O avanço gradual do yuan abre espaço para uma nova rodada de valorização das moedas de mercados emergentes — incluindo o real — em um ambiente de juros mais baixos nos EUA. A sensibilidade dessas divisas ao yuan ficou clara no último ano: para cada variação de 1% da moeda chinesa, baht (Tailândia), ringgit (Malásia), peso chileno, peso mexicano e real exibiram movimentos próximos. A correlação de 30 dias entre dólar–yuan e o índice MSCI de Moedas de Emergentes subiu para 0,59 no fim de agosto, a maior desde maio de 2024.
Por que o yuan virou a “âncora” regional
A China é o principal parceiro comercial de grande parte da Ásia. A política cambial de Pequim costuma orientar decisões dos vizinhos e, por efeito de comércio e commodities, influencia também América Latina e outras regiões. Quando o yuan se fortalece, moedas asiáticas tendem a acompanhá-lo, permitindo políticas monetárias mais flexíveis nos bancos centrais locais.
O gatilho recente: sinal do PBOC
Em 9 de setembro, o Banco Popular da China (PBOC) fixou a taxa de referência do yuan no patamar mais forte desde novembro, após meses guiando a moeda acima do esperado desde julho. No ano, o yuan onshore já se valorizou mais de 2% contra o dólar, revertendo parte de três anos de desvalorização. Gestores de hedge elevaram apostas otimistas, mirando a região de 7 por dólar até o fim do ano (o par estava em torno de 7,12 na sexta-feira).
Efeito dominó: real e peers ganham tração
Observadores do mercado veem espaço para retomada do rali das moedas emergentes. Para Eric Fine (VanEck), o yuan é o “principal cruzamento” para os emergentes, que hoje negociam mais com a China do que com os EUA — um pano de fundo que tende a favorecer os EM como um todo. Para Brad Bechtel (Jefferies), permitir uma apreciação gradual do renminbi pode fazer parte da negociação comercial EUA–China e abrir caminho para ganhos sincronizados nas moedas asiáticas.
América Latina na linha de transmissão
O Brasil, grande exportador de commodities e com vínculos comerciais crescentes com a China, está nessa linha de transmissão. Um yuan mais forte costuma reduzir a pressão do dólar e melhorar os termos de troca para exportadores, fatores que, combinados, tendem a favorecer o real — principalmente se os EUA retomarem cortes de juros, como o mercado aguarda para a próxima reunião do Fed.
Desdolarização e liquidez: tendências em curso
A China intensificou a campanha para ampliar o papel global de sua moeda. Um yuan estruturalmente mais forte reforça movimentos de desdolarização na Ásia no longo prazo, observa Christopher Hamilton (Invesco). Para investidores, isso pode significar maior liquidez e participação do yuan em contratos e financiamentos regionais — com reflexos indiretos sobre fluxos para moedas de emergentes.

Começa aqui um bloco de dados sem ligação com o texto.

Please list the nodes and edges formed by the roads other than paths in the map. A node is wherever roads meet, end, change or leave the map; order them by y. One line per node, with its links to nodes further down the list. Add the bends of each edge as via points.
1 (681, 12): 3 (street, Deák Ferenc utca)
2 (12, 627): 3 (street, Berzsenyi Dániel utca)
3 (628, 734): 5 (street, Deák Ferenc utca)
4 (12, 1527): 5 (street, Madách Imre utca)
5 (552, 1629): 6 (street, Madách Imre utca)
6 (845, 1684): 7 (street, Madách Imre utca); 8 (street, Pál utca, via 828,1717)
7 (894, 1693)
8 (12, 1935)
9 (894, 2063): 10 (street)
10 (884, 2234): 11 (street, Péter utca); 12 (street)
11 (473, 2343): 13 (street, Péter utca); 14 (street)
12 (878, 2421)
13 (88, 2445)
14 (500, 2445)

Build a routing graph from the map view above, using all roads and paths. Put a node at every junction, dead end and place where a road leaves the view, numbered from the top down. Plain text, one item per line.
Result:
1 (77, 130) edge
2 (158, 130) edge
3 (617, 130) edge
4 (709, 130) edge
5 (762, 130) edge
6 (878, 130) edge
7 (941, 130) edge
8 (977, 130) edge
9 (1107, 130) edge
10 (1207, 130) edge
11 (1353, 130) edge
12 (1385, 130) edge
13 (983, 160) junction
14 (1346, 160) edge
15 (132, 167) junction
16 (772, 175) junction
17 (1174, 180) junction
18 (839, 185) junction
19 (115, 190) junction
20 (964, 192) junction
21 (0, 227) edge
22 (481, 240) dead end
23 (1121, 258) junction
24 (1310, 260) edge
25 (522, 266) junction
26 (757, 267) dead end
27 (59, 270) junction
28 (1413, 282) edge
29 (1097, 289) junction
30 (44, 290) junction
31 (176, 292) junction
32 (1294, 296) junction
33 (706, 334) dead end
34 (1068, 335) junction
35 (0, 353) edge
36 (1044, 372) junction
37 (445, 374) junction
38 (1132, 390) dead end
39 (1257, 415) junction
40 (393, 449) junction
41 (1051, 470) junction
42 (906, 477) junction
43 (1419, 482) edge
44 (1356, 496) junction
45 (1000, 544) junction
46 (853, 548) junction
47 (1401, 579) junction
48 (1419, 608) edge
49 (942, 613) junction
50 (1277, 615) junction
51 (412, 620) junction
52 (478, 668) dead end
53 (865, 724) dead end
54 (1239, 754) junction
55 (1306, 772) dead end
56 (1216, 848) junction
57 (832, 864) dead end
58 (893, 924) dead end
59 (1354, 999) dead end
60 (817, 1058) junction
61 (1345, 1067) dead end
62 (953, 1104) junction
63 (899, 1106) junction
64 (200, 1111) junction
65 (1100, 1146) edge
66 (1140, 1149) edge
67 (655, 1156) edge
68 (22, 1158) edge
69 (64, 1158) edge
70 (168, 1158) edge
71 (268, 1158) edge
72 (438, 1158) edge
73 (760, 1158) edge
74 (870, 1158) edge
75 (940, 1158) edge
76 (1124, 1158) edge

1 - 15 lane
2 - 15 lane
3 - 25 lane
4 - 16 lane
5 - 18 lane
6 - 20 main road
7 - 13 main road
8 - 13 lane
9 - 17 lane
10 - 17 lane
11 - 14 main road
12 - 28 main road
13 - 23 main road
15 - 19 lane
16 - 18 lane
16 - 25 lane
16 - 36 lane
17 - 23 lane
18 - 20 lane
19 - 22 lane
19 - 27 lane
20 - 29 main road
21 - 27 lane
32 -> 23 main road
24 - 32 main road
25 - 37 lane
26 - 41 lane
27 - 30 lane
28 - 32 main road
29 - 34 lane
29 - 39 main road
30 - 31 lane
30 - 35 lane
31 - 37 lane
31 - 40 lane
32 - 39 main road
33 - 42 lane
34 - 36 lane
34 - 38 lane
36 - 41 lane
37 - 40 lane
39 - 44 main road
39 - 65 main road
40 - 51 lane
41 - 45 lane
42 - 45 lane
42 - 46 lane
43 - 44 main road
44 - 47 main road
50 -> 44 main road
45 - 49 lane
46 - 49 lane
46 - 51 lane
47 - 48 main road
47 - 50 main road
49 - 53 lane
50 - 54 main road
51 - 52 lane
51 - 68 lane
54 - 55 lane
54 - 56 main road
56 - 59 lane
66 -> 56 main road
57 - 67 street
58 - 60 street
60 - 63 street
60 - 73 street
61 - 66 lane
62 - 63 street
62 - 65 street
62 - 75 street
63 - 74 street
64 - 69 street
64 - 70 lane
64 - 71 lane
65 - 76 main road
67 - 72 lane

O que acompanhar daqui para frente
1) Sinalização do PBOC
Mudanças no nível da taxa de referência e no tom das comunicações do banco central chinês.
2) Agenda do Fed
Retomada dos cortes e leitura do balanço de riscos para crescimento e inflação nos EUA.
3) Dados de comércio e commodities
Volumes, preços e balança comercial da China, especialmente em metais e energia, que afetam termos de troca do Brasil.
4) Fluxos para fundos EM
Entradas e saídas de capital em títulos locais e cambiais de emergentes, sensíveis ao apetite global por risco.